Though her paintings are largely populated by black and brown figures, Njideka Akunyili Crosby also regularly includes her husband—a white Texan—in her scenes. In I Still Face You (2015), he sits at a table with the artist's family. Inspired by the couple's first trip to Nigeria, the artist also features in the image. Significant cultural icons are frequently incorporated into the artist's works, emphasising the ways in which such images shape the foundations of even the most everyday experiences. In Ike ya (2016)—an intimate portrait of the artist and her husband in their home—the portraits of political figures and pop stars fill their shadows with culturally specific references.

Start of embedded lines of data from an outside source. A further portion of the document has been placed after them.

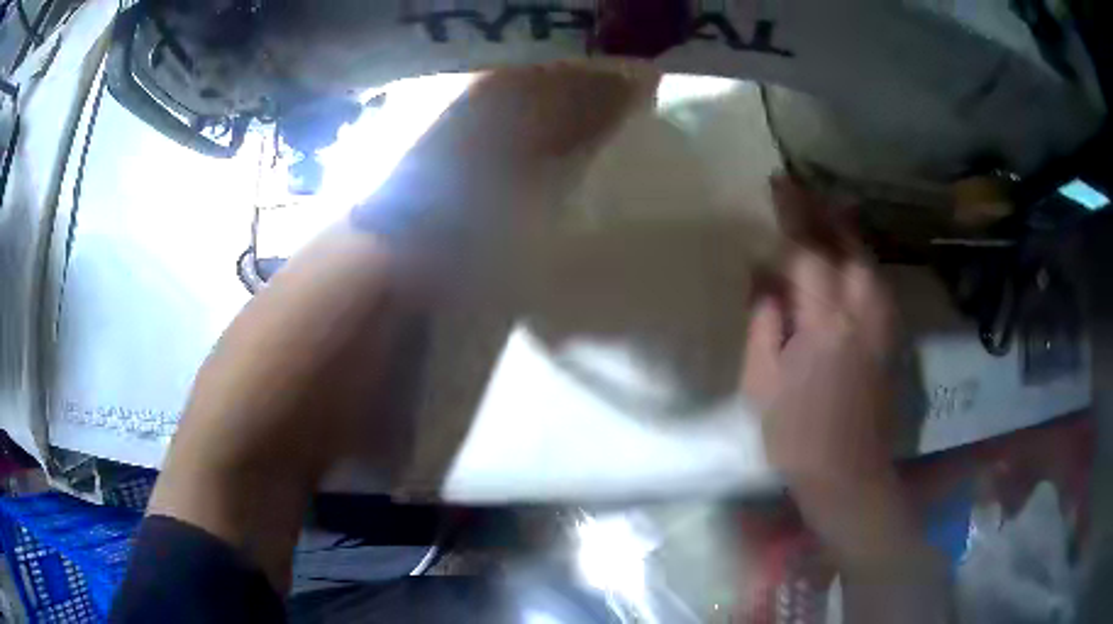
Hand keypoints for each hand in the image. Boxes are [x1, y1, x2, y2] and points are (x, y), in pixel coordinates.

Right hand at [741, 196, 952, 622]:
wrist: (849, 474)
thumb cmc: (796, 436)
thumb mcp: (763, 384)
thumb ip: (764, 323)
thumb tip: (762, 278)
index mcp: (825, 325)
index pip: (808, 253)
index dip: (792, 216)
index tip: (776, 186)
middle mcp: (862, 314)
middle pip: (849, 245)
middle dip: (824, 211)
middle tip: (801, 189)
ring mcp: (883, 325)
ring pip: (869, 260)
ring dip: (846, 230)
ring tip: (824, 212)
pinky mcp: (892, 338)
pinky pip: (878, 283)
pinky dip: (862, 259)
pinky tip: (849, 257)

Akunyili Crosby is the regular recipient of highly prestigious awards, including a MacArthur Foundation Fellowship (2017). Her work has been presented in major group exhibitions, including the 58th Venice Biennale; Radical Revisionists: Contemporary African Artists Confronting Past and Present at Moody Centre for the Arts, Houston (2020); and The Power Of My Hands, Musée d'Art Moderne de Paris (2020).

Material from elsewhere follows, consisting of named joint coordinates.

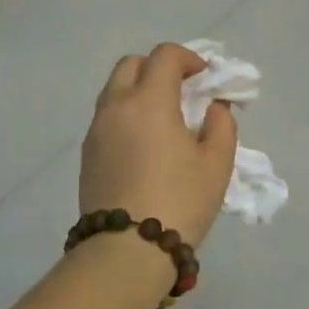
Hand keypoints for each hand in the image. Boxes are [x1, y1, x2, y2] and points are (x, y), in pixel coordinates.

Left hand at [80, 43, 237, 249]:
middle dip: (158, 67)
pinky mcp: (87, 154)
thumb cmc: (179, 202)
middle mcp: (116, 106)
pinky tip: (145, 144)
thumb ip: (221, 125)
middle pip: (131, 64)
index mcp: (149, 101)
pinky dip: (126, 114)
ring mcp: (96, 130)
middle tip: (181, 91)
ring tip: (164, 120)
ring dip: (139, 90)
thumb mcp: (217, 164)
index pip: (164, 56)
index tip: (205, 78)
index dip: (188, 58)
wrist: (126, 252)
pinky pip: (107, 117)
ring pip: (114, 90)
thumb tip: (213, 106)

Influential institutions have mounted solo exhibitions of Crosby's work, such as Njideka Akunyili Crosby, curated by Hilton Als, Yale Centre for British Art, New Haven (2020); Interiorities, Haus der Kunst, Munich (2020); Njideka Akunyili Crosby: The Beautyful Ones, National Portrait Gallery, London (2018); FOCUS: Njideka Akunyili Crosby | Counterparts, at The Modern Art Museum of Fort Worth, Texas (2018); Predecessors, Contemporary Arts Center, Cincinnati (2018); I Refuse to be Invisible at Norton Museum of Art, West Palm Beach, Florida (2016); and Hammer Projects: Njideka Akunyili Crosby, Hammer Museum, Los Angeles (2015). She lives and works in Los Angeles.